Transcribe the records word for word, leaving nothing out.

● **EXERCISE DATA**
----------
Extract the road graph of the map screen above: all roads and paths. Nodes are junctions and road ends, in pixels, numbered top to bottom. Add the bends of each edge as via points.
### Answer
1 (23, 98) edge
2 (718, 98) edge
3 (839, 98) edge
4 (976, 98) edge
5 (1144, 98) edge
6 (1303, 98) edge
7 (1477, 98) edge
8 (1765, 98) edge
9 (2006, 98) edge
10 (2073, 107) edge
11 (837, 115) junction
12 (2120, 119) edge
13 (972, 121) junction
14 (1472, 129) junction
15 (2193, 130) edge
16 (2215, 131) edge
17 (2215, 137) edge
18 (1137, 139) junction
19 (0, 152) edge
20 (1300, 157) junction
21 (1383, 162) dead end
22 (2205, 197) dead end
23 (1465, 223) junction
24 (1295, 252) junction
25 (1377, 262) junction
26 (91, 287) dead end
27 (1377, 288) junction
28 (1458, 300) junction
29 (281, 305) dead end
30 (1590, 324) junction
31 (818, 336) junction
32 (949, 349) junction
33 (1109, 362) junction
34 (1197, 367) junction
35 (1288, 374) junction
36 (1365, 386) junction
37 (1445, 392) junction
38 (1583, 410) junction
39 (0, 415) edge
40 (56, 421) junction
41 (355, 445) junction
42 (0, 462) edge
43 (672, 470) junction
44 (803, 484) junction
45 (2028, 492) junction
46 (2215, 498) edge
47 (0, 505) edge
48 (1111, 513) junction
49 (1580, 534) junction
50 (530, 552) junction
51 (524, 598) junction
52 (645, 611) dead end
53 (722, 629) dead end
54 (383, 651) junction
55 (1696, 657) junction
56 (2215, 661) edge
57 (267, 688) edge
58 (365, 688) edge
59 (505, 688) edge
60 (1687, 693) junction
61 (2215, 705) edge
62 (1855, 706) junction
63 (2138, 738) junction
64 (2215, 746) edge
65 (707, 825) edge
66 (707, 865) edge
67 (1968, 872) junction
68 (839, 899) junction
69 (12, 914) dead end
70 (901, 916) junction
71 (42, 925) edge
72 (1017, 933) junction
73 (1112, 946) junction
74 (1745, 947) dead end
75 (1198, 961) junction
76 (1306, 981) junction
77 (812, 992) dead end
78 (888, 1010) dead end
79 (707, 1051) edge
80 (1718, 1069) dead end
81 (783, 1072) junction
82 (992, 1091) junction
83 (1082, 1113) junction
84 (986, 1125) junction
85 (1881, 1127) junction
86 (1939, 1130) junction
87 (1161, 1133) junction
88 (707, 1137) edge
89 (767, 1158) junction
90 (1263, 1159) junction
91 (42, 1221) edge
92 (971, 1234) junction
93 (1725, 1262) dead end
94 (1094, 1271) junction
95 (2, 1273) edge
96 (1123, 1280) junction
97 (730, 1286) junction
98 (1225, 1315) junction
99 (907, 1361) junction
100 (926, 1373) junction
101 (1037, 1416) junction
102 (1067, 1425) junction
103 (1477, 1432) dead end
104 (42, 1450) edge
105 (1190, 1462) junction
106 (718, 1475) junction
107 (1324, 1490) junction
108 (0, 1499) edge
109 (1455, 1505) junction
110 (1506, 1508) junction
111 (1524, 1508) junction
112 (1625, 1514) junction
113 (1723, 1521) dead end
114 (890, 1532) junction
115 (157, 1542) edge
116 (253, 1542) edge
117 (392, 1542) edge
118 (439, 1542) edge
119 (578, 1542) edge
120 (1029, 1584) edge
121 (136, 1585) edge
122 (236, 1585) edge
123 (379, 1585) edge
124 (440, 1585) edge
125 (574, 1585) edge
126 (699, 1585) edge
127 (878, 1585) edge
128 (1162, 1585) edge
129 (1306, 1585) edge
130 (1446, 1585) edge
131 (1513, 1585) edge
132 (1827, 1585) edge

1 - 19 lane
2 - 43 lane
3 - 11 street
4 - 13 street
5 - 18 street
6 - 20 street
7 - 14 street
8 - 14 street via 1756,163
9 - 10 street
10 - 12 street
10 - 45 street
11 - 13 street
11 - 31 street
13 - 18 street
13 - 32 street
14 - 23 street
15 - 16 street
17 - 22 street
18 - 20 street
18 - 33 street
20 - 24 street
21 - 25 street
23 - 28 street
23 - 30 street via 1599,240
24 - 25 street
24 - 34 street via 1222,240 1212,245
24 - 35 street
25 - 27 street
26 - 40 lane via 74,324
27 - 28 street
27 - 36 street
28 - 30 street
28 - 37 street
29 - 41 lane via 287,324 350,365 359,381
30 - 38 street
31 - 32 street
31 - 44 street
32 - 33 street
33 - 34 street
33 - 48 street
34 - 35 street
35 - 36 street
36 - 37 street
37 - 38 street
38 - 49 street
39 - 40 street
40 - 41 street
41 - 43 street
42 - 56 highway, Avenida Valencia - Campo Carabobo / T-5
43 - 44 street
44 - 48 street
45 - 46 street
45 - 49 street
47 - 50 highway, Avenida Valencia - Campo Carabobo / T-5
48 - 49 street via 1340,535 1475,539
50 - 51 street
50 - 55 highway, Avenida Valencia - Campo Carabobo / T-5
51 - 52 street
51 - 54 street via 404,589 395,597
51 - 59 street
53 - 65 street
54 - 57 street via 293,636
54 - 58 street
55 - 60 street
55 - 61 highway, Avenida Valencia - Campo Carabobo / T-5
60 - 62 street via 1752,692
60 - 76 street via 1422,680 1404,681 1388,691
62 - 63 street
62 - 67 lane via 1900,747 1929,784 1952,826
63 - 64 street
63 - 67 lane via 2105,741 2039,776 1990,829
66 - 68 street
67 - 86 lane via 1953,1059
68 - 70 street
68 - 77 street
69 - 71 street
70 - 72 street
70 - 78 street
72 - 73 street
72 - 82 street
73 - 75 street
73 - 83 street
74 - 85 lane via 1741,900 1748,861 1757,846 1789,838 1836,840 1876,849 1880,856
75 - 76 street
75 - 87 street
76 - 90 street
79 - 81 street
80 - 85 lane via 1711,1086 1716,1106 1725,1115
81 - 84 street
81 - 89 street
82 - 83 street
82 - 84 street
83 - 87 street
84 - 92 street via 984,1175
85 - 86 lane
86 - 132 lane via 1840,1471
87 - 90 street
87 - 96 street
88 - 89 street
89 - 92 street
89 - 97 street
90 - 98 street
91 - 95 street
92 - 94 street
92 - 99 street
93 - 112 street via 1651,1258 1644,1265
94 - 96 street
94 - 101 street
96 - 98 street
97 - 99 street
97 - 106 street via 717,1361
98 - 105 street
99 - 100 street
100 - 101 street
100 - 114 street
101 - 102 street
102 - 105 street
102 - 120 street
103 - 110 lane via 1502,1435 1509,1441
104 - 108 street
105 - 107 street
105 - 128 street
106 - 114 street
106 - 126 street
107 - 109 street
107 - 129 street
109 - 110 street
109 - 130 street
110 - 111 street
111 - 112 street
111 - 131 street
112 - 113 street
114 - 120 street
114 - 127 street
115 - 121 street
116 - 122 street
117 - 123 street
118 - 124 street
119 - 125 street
----------
● **EXERCISE RESPONSE**
Extract the road graph of the map screen above: all roads and paths. Nodes are junctions and road ends, in pixels, numbered top to bottom. Add the bends of each edge as via points.
### Answer
1 (23, 98) edge
2 (718, 98) edge
3 (839, 98) edge
4 (976, 98) edge
5 (1144, 98) edge
6 (1303, 98) edge
7 (1477, 98) edge
8 (1765, 98) edge
9 (2006, 98) edge
10 (2073, 107) edge
11 (837, 115) junction
12 (2120, 119) edge
13 (972, 121) junction
14 (1472, 129) junction
15 (2193, 130) edge
16 (2215, 131) edge
17 (2215, 137) edge
18 (1137, 139) junction
19 (0, 152) edge
20 (1300, 157) junction
21 (1383, 162) dead end
22 (2205, 197) dead end
23 (1465, 223) junction
24 (1295, 252) junction
25 (1377, 262) junction
26 (91, 287) dead end
27 (1377, 288) junction
28 (1458, 300) junction
29 (281, 305) dead end
30 (1590, 324) junction
31 (818, 336) junction
32 (949, 349) junction
33 (1109, 362) junction
34 (1197, 367) junction
35 (1288, 374) junction
36 (1365, 386) junction
37 (1445, 392) junction
38 (1583, 410) junction
39 (0, 415) edge
40 (56, 421) junction
41 (355, 445) junction
42 (0, 462) edge
43 (672, 470) junction
44 (803, 484) junction
45 (2028, 492) junction
46 (2215, 498) edge
47 (0, 505) edge
48 (1111, 513) junction
49 (1580, 534) junction
50 (530, 552) junction
51 (524, 598) junction
52 (645, 611) dead end
53 (722, 629) dead end
54 (383, 651) junction
55 (1696, 657) junction
56 (2215, 661) edge
57 (267, 688) edge
58 (365, 688) edge
59 (505, 688) edge
60 (1687, 693) junction
61 (2215, 705) edge
62 (1855, 706) junction
63 (2138, 738) junction
64 (2215, 746) edge
65 (707, 825) edge
66 (707, 865) edge
67 (1968, 872) junction
68 (839, 899) junction
69 (12, 914) dead end
70 (901, 916) junction
71 (42, 925) edge
72 (1017, 933) junction
73 (1112, 946) junction
74 (1745, 947) dead end
75 (1198, 961) junction
76 (1306, 981) junction
77 (812, 992) dead end
78 (888, 1010) dead end
79 (707, 1051) edge
80 (1718, 1069) dead end
81 (783, 1072) junction
82 (992, 1091) junction
83 (1082, 1113) junction
84 (986, 1125) junction
85 (1881, 1127) junction
86 (1939, 1130) junction
87 (1161, 1133) junction
88 (707, 1137) edge
89 (767, 1158) junction
90 (1263, 1159) junction
91 (42, 1221) edge
92 (971, 1234) junction
93 (1725, 1262) dead end
94 (1094, 1271) junction
95 (2, 1273) edge
96 (1123, 1280) junction
97 (730, 1286) junction
98 (1225, 1315) junction
99 (907, 1361) junction
100 (926, 1373) junction
101 (1037, 1416) junction
102 (1067, 1425) junction
103 (1477, 1432) dead end
104 (42, 1450) edge
105 (1190, 1462) junction
106 (718, 1475) junction
107 (1324, 1490) junction
108 (0, 1499) edge
109 (1455, 1505) junction
110 (1506, 1508) junction
111 (1524, 1508) junction
112 (1625, 1514) junction
113 (1723, 1521) dead end
114 (890, 1532) junction
115 (157, 1542) edge
116 (253, 1542) edge
117 (392, 1542) edge
118 (439, 1542) edge
119 (578, 1542) edge
120 (1029, 1584) edge
121 (136, 1585) edge
122 (236, 1585) edge
123 (379, 1585) edge
124 (440, 1585) edge
125 (574, 1585) edge
126 (699, 1585) edge
127 (878, 1585) edge
128 (1162, 1585) edge
129 (1306, 1585) edge
130 (1446, 1585) edge
131 (1513, 1585) edge
132 (1827, 1585) edge

1 - 19 lane
2 - 43 lane
3 - 11 street
4 - 13 street
5 - 18 street
6 - 20 street
7 - 14 street
8 - 14 street via 1756,163
9 - 10 street
10 - 12 street
10 - 45 street
11 - 13 street
11 - 31 street
13 - 18 street
13 - 32 street
14 - 23 street
15 - 16 street
17 - 22 street
18 - 20 street
18 - 33 street
20 - 24 street
21 - 25 street
23 - 28 street
23 - 30 street via 1599,240
24 - 25 street
24 - 34 street via 1222,240 1212,245
24 - 35 street
25 - 27 street
26 - 40 lane via 74,324
27 - 28 street
27 - 36 street
28 - 30 street
28 - 37 street
29 - 41 lane via 287,324 350,365 359,381
30 - 38 street
31 - 32 street
31 - 44 street
32 - 33 street
33 - 34 street
33 - 48 street
34 - 35 street
35 - 36 street
36 - 37 street
37 - 38 street
38 - 49 street
39 - 40 street
40 - 41 street
41 - 43 street
42 - 56 highway, Avenida Valencia - Campo Carabobo / T-5
43 - 44 street
44 - 48 street
45 - 46 street
45 - 49 street
47 - 50 highway, Avenida Valencia - Campo Carabobo / T-5
48 - 49 street via 1340,535 1475,539
50 - 51 street
50 - 55 highway, Avenida Valencia - Campo Carabobo / T-5
51 - 52 street
51 - 54 street via 404,589 395,597
51 - 59 street
53 - 65 street
54 - 57 street via 293,636
54 - 58 street
55 - 60 street
55 - 61 highway, Avenida Valencia - Campo Carabobo / T-5
60 - 62 street via 1752,692
60 - 76 street via 1422,680 1404,681 1388,691
62 - 63 street
62 - 67 lane via 1900,747 1929,784 1952,826
63 - 64 street
63 - 67 lane via 2105,741 2039,776 1990,829
66 - 68 street
67 - 86 lane via 1953,1059
68 - 70 street
68 - 77 street
69 - 71 street
70 - 72 street
70 - 78 street
72 - 73 street
72 - 82 street
73 - 75 street
73 - 83 street
74 - 85 lane via 1741,900 1748,861 1757,846 1789,838 1836,840 1876,849 1880,856
75 - 76 street
75 - 87 street
76 - 90 street
79 - 81 street
80 - 85 lane via 1711,1086 1716,1106 1725,1115
81 - 84 street
81 - 89 street
82 - 83 street
82 - 84 street
83 - 87 street
84 - 92 street via 984,1175
85 - 86 lane
86 - 132 lane via 1840,1471
87 - 90 street
87 - 96 street
88 - 89 street
89 - 92 street
89 - 97 street
90 - 98 street
91 - 95 street
92 - 94 street
92 - 99 street
93 - 112 street via 1651,1258 1644,1265
94 - 96 street
94 - 101 street
96 - 98 street
97 - 99 street
97 - 106 street via 717,1361
98 - 105 street
99 - 100 street
100 - 101 street
100 - 114 street
101 - 102 street
102 - 105 street
102 - 120 street
103 - 110 lane via 1502,1435 1509,1441
104 - 108 street
105 - 107 street
105 - 128 street
106 - 114 street
106 - 126 street
107 - 109 street
107 - 129 street
109 - 110 street
109 - 130 street
110 - 111 street
111 - 112 street
111 - 131 street
112 - 113 street
114 - 120 street
114 - 127 street
115 - 121 street
116 - 122 street
117 - 123 street
118 - 124 street
119 - 125 street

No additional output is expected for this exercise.